Computational Fluid Dynamics (CFD) modelling
provides valuable insights into the behaviour of chemical reactions in complex fluid flow environments; leading to improved process efficiency, safety, and environmental sustainability. CFD modelling is beneficial for understanding chemical reactions in a variety of ways:

  1. Visualization: CFD allows for the visualization of complex fluid flow patterns and concentration gradients, which are crucial for understanding the distribution of reactants and products in a reacting system.

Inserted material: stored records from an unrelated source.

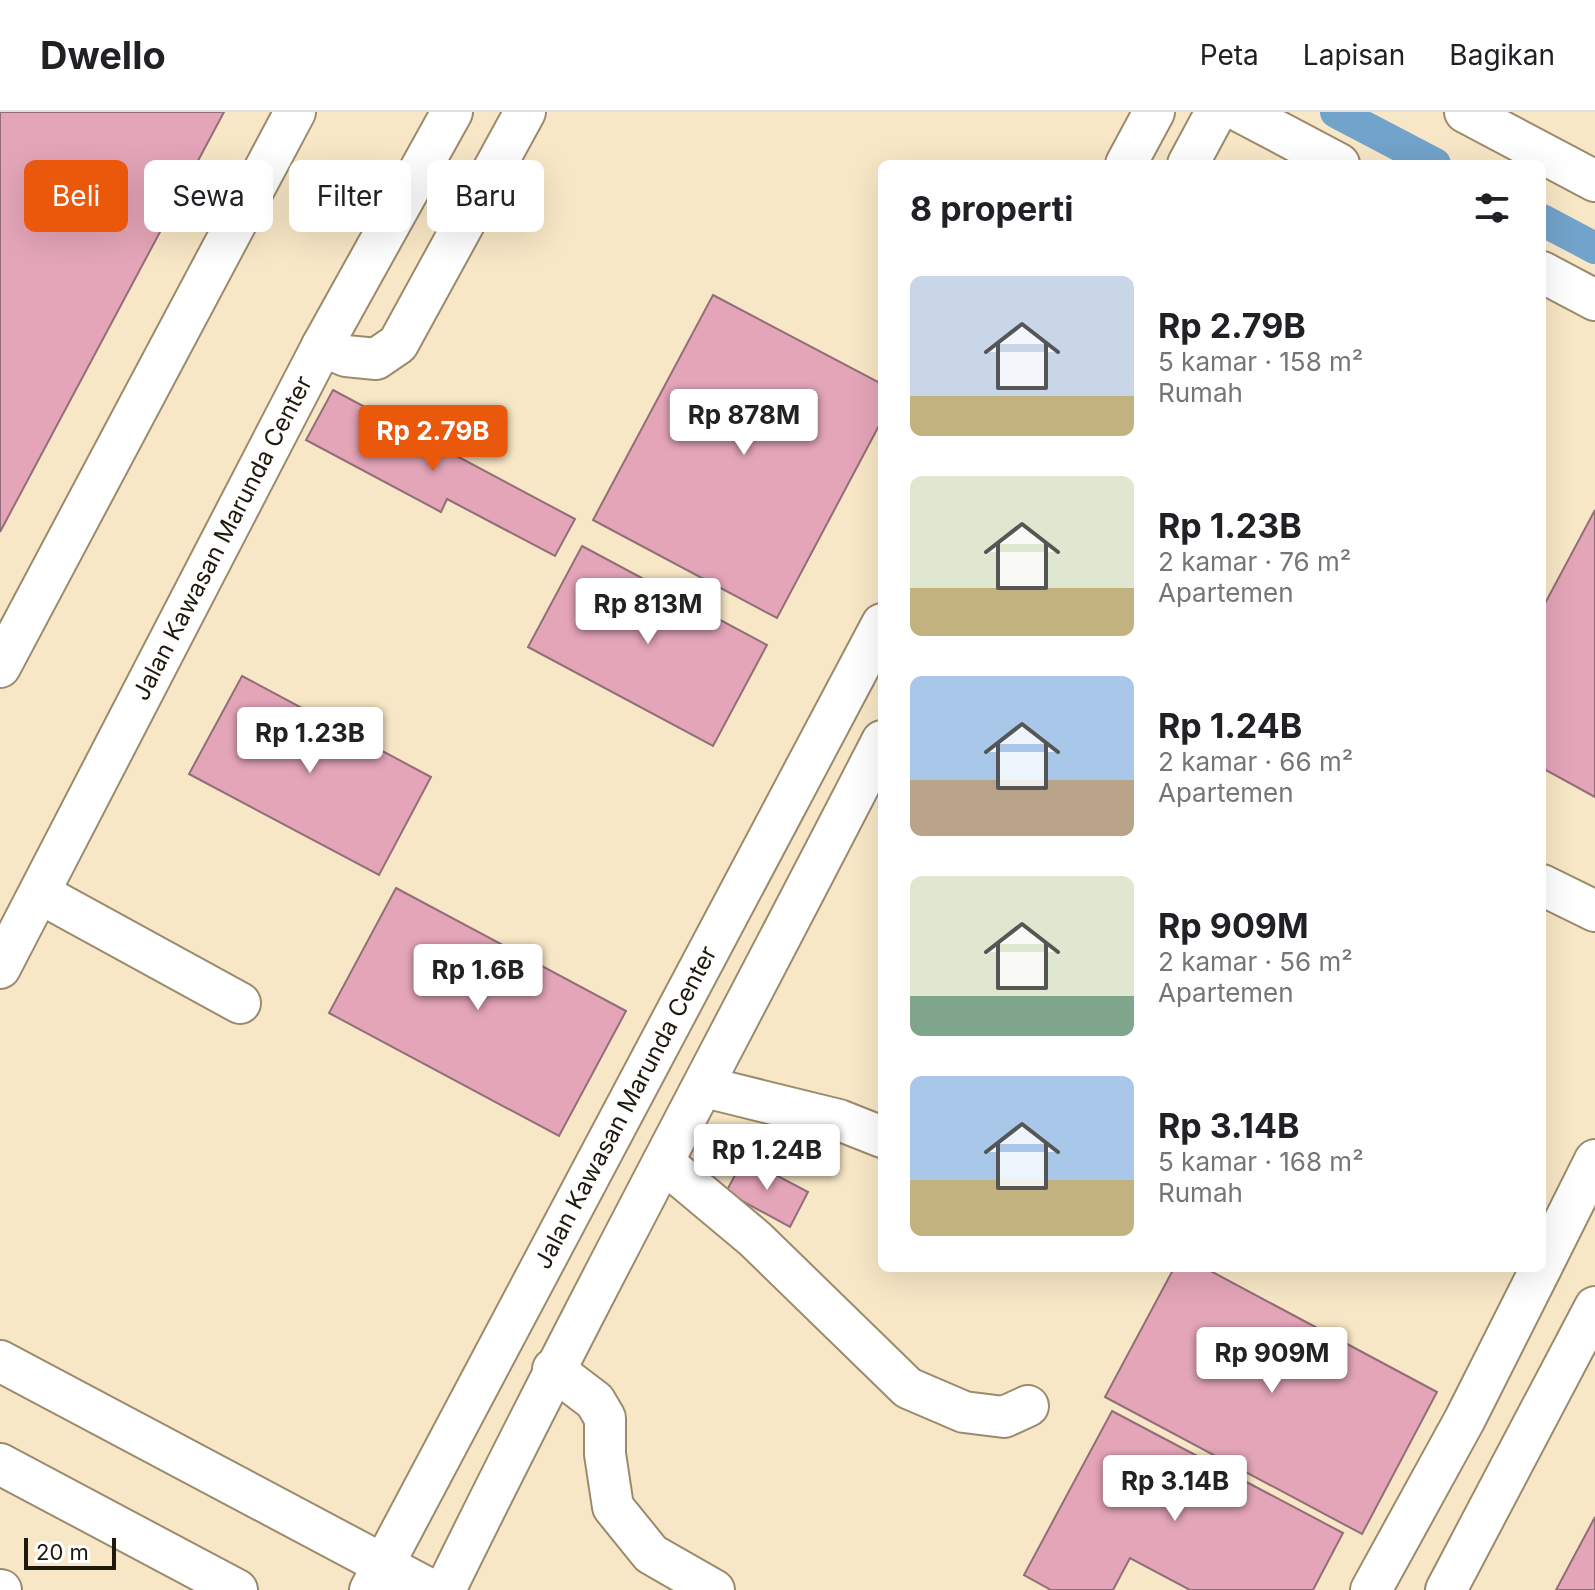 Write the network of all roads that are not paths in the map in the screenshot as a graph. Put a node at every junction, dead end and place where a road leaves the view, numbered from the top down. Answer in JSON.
{"nodes":[{"id":1,"x":295,"y":112,"type":"edge"},
{"id":2,"x":452,"y":112,"type":"edge"},
{"id":3,"x":525,"y":112,"type":"edge"},
{"id":4,"x":1154,"y":112,"type":"edge"},
{"id":5,"x":1216,"y":112,"type":"edge"},
{"id":6,"x":1241,"y":112,"type":"edge"},
{"id":7,"x":1465,"y":112,"type":"edge"},
{"id":8,"x":1128,"y":160,"type":"edge"},
{"id":9,"x":1190,"y":160,"type":"edge"},
{"id":10,"x":1331,"y":160,"type":"edge"},
{"id":11,"x":1595,"y":181,"type":"edge"},
{"id":12,"x":1546,"y":274,"type":"edge"},
{"id":13,"x":1595,"y":300,"type":"edge"},
{"id":14,"x":322,"y":346,"type":"junction"},
{"id":15,"x":878,"y":632,"type":"edge"},
{"id":16,"x":0,"y":667,"type":"edge"},
{"id":17,"x":878,"y":749,"type":"edge"},
{"id":18,"x":1546,"y":887,"type":"edge"},
{"id":19,"x":41,"y":894,"type":"junction"},
{"id":20,"x":1595,"y":911,"type":"edge"},
{"id":21,"x":0,"y":968,"type":"edge"},
{"id":22,"x":240,"y":1003,"type":"dead end"},
{"id":23,"x":705,"y":1087,"type":"junction"},
{"id":24,"x":878,"y":1135,"type":"edge"},
{"id":25,"x":1595,"y":1160,"type":"edge"},
{"id":26,"x":663,"y":1162,"type":"junction"},
{"id":27,"x":1546,"y":1257,"type":"edge"},
{"id":28,"x":1538,"y":1272,"type":"edge"},
{"id":29,"x":1595,"y":1307,"type":"edge"},
{"id":30,"x":0,"y":1361,"type":"edge"},
{"id":31,"x":553,"y":1369,"type":"junction"},
{"id":32,"x":1028,"y":1406,"type":"dead end"},
{"id":33,"x":1465,"y":1419,"type":"junction"},
{"id":34,"x":1521,"y":1447,"type":"junction"},
{"id":35,"x":0,"y":1464,"type":"edge"},
{"id":36,"x":376,"y":1578,"type":"edge"},
{"id":37,"x":193,"y":1579,"type":"edge"},
{"id":38,"x":237,"y":1590,"type":"edge"},
{"id":39,"x":431,"y":1590,"type":"edge"},
{"id":40,"x":445,"y":1590,"type":"edge"},
{"id":41,"x":714,"y":1590,"type":"edge"},
{"id":42,"x":1371,"y":1590,"type":"edge"},
{"id":43,"x":1446,"y":1590,"type":"edge"}],
"edges":[{"from":1,"to":16,"type":"lane"},
{"from":2,"to":14,"type":"lane","name":"Jalan Kawasan Marunda Center"},
{"from":3,"to":14,"type":"lane"},
{"from":4,"to":8,"type":"lane"},
{"from":5,"to":9,"type":"lane"},
{"from":6,"to":10,"type":"lane"},
{"from":7,"to":11,"type":"lane"},
{"from":12,"to":13,"type":"lane"},
{"from":14,"to":19,"type":"lane","name":"Jalan Kawasan Marunda Center"},
{"from":15,"to":36,"type":"lane","name":"Jalan Kawasan Marunda Center"},
{"from":17,"to":23,"type":"lane"},
{"from":18,"to":20,"type":"lane"},
{"from":19,"to":21,"type":"lane","name":"Jalan Kawasan Marunda Center"},
{"from":19,"to":22,"type":"lane"},
{"from":23,"to":24,"type":"lane"},
{"from":23,"to":26,"type":"lane"},
{"from":25,"to":27,"type":"lane"},
{"from":26,"to":31,"type":"lane"},
{"from":26,"to":32,"type":"lane"},
{"from":28,"to":33,"type":"lane"},
{"from":29,"to":34,"type":"lane"},
{"from":30,"to":36,"type":"lane"},
{"from":31,"to":40,"type":"lane"},
{"from":31,"to":41,"type":"lane"},
{"from":33,"to":34,"type":"lane"},
{"from":33,"to":42,"type":"lane"},
{"from":34,"to":43,"type":"lane"},
{"from":35,"to":37,"type":"lane"},
{"from":36,"to":39,"type":"lane"},
{"from":37,"to":38,"type":"lane"}]}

  2. Optimization: CFD can be used to optimize reactor design and operating conditions by predicting the impact of various parameters (e.g., temperature, pressure, residence time) on reaction rates and product yields.
  3. Scale-up: CFD can help in the scale-up of chemical reactors by simulating the performance of a reactor at different scales, which can reduce the need for costly experimental trials.
  4. Safety: CFD can be used to assess the safety of chemical processes by predicting the potential for unwanted reactions (e.g., runaway reactions, formation of hotspots) and designing appropriate safety measures.
  5. Economic Analysis: CFD can aid in economic analysis by predicting the performance and efficiency of different reactor configurations, helping to minimize operating costs and maximize product yields.
  6. Environmental Impact: CFD can assess the environmental impact of chemical reactions by predicting the dispersion of pollutants and by-products in the environment.